The final stretch of games this season offered plenty of reminders for Kraken fans of what this club is building, and how close it might be to getting over the hump. That includes contributors in this season finale in Winnipeg.
"Our play since the trade deadline and a couple weeks before has been really sound, really solid. We've been real competitive each and every game, doesn't really matter who the opponent is this time of year," coach Dave Hakstol said.
The 32nd NHL team's power play came into the game ranked 29th in the league. Matty Beniers continues to show his potential to transform the unit for years to come.
His tenacity earned a puck in the corner. Beniers won a puck battle, emerged from the boards and found McCann with a cross-ice pass. McCann collected and waited just a tick before dishing to Alex Wennberg in front of the net.
Wennberg needed only to tap the puck past Jets goalie Eric Comrie, finishing a slick tic-tac-toe play to tie the game 1-1 about six minutes into the second period. It was Wennberg's 11th goal of the season.
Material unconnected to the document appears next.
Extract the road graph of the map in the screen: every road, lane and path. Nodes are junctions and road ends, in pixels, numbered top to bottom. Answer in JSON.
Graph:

SEA@WPG: Wennberg puts home McCann's slot pass

Beniers has nine points in his first 10 games with the Kraken, lighting a spark in this Seattle squad over the final stretch of the season. Four of those points came on the power play.
"It's not the points that stand out for me, it's his overall play," Hakstol said of Beniers after the game. "When you look at his 200-foot game and his play in all different situations, whether it's his poise on the power play, his intelligence defensively without the puck, all of those areas have been impressive."
With the primary assist, McCann became the Kraken's representative in the 50-point club (27 goals, 23 assists).
Wennberg's power-play goal set the stage for the Kraken to take over this game, and they did so at least temporarily, later in the period in the span of less than a minute.
First, Daniel Sprong unleashed his signature wrist shot for a 2-1 lead at 12:24 of the period. Derrick Pouliot crossed the blue line and sent the puck to Sprong, who had slipped past the defense and streaked down the middle all alone. Sprong slotted back into the lineup for a scratched Jordan Eberle.
Dennis Cholowski also assisted on the play. The Kraken acquired Sprong at the trade deadline, Pouliot off waivers at that time and called up Cholowski from American Hockey League-affiliate Charlotte Checkers last week.
Sprong's goal was his 14th of the season, tying a career high for the Dutch forward.
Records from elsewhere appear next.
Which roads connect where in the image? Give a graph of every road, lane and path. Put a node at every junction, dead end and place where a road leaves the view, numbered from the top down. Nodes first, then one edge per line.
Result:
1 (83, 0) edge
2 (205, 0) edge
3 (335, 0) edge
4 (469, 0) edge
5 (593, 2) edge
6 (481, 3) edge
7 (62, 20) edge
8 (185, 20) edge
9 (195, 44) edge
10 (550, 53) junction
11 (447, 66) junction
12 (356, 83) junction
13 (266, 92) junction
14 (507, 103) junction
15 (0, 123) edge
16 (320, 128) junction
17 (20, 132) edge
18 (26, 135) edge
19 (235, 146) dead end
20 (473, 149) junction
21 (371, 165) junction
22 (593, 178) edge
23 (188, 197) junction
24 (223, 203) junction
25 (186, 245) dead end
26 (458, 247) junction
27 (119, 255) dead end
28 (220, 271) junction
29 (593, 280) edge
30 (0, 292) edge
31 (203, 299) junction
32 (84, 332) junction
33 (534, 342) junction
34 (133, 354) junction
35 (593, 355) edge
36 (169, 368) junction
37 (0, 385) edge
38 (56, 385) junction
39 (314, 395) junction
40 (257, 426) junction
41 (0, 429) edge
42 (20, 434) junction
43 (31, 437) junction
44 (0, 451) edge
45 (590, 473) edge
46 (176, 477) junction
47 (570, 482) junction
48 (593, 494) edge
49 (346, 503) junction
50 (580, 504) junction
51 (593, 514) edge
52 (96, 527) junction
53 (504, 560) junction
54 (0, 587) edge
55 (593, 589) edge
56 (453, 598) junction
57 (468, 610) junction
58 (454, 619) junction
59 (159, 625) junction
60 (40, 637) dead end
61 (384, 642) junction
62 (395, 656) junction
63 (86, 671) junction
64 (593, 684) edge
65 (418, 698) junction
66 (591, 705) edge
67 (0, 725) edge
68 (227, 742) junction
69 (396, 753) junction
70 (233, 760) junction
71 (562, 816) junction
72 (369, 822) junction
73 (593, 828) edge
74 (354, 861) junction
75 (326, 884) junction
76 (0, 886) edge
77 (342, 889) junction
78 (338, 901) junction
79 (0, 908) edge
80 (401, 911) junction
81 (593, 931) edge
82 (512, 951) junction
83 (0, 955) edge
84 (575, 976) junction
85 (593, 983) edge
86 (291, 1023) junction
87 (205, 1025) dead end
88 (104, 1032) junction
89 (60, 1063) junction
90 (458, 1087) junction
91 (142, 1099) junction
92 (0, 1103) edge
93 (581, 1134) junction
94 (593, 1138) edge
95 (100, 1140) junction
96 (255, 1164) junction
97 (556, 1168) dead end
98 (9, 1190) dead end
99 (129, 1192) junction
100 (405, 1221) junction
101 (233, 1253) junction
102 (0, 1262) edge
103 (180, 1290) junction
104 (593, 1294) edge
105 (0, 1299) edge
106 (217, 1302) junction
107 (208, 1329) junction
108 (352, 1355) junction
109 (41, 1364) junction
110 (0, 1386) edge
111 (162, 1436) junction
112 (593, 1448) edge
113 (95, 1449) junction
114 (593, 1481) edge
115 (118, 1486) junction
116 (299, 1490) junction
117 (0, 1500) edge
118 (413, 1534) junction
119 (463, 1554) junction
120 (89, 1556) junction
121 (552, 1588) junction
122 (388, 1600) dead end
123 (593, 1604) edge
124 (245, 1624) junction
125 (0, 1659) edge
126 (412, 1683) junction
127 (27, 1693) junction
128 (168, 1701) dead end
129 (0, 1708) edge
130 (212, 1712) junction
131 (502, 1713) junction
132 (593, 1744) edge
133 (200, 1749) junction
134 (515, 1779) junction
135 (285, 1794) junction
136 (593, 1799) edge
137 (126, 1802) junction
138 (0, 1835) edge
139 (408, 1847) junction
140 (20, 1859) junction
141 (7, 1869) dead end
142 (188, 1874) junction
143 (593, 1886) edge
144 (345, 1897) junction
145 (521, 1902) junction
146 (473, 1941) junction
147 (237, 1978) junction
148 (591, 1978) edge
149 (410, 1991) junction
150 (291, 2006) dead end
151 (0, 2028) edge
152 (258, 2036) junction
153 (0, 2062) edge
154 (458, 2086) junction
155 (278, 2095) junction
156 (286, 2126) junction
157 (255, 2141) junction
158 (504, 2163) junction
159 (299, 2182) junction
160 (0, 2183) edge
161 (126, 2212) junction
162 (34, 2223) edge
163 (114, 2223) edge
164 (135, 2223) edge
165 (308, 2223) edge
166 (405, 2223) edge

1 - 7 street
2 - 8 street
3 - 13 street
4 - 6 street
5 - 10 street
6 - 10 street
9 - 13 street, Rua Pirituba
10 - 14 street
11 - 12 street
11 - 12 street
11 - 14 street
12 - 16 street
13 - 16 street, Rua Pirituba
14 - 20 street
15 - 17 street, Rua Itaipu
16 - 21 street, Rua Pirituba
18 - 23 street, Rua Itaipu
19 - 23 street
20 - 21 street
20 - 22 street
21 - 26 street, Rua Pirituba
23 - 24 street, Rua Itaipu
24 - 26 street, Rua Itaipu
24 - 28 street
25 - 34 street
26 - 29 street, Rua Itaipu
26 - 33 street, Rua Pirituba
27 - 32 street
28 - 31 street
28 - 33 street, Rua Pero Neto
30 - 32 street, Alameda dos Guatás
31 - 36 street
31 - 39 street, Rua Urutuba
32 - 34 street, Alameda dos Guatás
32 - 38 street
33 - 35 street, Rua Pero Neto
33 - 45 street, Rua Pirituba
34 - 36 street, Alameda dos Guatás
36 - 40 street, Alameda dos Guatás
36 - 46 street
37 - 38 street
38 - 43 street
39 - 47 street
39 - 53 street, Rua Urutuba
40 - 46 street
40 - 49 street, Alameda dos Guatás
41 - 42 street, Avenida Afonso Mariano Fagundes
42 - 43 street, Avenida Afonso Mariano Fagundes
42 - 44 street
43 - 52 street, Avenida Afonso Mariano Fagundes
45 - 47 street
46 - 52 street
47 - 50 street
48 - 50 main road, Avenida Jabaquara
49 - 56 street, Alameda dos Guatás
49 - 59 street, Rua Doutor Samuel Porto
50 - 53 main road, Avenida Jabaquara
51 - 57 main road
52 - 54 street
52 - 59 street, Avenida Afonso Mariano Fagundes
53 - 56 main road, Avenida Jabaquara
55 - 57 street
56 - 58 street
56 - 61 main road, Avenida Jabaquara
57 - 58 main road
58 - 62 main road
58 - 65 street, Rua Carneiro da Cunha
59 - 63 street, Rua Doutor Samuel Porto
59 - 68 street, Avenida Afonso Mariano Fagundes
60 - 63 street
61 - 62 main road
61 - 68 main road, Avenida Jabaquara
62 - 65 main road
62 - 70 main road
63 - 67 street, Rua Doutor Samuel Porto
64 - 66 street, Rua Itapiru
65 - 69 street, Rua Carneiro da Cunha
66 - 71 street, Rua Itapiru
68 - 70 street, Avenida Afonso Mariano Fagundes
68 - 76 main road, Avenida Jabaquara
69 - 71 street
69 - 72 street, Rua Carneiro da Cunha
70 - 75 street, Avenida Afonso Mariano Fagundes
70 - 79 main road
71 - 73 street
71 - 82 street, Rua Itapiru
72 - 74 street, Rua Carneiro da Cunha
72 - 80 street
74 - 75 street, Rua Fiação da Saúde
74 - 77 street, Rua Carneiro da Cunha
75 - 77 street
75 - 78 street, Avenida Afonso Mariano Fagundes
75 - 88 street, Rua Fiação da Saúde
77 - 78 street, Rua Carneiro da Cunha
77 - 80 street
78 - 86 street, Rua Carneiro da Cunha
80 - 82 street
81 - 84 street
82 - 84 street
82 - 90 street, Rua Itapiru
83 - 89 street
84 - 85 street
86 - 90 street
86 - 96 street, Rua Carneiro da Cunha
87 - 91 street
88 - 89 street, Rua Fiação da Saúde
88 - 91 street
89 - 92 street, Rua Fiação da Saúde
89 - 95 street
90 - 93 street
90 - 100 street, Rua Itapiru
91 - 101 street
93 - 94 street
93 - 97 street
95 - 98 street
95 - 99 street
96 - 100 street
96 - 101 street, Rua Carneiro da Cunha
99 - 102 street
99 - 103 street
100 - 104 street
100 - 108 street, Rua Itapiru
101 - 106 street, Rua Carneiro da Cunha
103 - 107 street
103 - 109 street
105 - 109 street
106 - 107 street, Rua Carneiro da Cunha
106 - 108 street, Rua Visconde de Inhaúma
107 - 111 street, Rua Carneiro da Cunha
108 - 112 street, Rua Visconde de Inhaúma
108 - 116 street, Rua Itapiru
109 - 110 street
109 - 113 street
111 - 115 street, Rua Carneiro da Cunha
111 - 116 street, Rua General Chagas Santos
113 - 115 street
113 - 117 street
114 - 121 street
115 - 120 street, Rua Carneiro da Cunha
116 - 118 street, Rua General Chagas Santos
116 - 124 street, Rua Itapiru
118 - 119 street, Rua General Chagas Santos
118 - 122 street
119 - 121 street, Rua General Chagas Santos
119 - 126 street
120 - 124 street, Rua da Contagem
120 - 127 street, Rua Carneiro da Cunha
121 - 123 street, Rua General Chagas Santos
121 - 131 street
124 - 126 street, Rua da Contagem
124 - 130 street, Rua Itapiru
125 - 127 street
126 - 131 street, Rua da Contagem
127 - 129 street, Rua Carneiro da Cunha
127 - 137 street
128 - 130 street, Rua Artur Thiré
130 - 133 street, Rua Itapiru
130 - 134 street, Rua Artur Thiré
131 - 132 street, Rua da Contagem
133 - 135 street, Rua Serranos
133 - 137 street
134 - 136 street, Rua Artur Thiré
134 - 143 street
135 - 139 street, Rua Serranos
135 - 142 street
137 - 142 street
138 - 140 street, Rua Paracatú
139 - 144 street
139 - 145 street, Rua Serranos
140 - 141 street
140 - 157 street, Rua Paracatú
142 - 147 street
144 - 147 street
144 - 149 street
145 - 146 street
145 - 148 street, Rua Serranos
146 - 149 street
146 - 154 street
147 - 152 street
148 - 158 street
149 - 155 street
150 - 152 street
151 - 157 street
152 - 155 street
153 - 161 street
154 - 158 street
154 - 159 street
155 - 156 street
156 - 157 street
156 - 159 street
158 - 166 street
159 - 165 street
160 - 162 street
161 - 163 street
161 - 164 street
SEA@WPG: Sprong takes advantage of Jets line change

Wennberg earned his second point of the game when he sent an impressive cross-ice pass to a net-front Riley Sheahan, who scored the first Kraken goal in the team's first exhibition game in late September. Sheahan buried Seattle's third and final goal of the game 55 seconds later after Sprong's tally. Joonas Donskoi picked up his 20th assist on the goal. Then, the Jets took over in the third period.
Chris Driedger put together a stout performance in the season finale, stopping 23 shots in his hometown a game after earning his first shutout with the Kraken. Driedger finished his season with a 9-13-0 record in his 23 starts with a 2.93 goals against average and .901 save percentage.
Adam Larsson played all 82 games, one of 15 NHL defensemen to do so this season.
The rest of NHL regular-season action concluded Friday, but this lone matchup was rescheduled just prior to the playoffs. The original April 13 date was postponed due to a blizzard in Manitoba. It was the only NHL game postponement not caused by COVID-19 this season.
The Jets defeated the Kraken twice previously, on Dec. 9 and Feb. 17.
For a game that might seem meaningless as a finale for two non-playoff teams, the result did have consequences in the standings. The loss kept the Kraken at the third-lowest points total (60). That gives Seattle 11.5 percent odds to earn the No. 1 overall pick in the 2022 NHL Draft. The draft lottery is slated for May 10.
The future is bright.
"There's a lot of pieces of our game that we've really liked over the last stretch," Hakstol said.
"Those are the pieces that we'll take. Now, we start to dig in and re-evaluate things and that process starts tomorrow."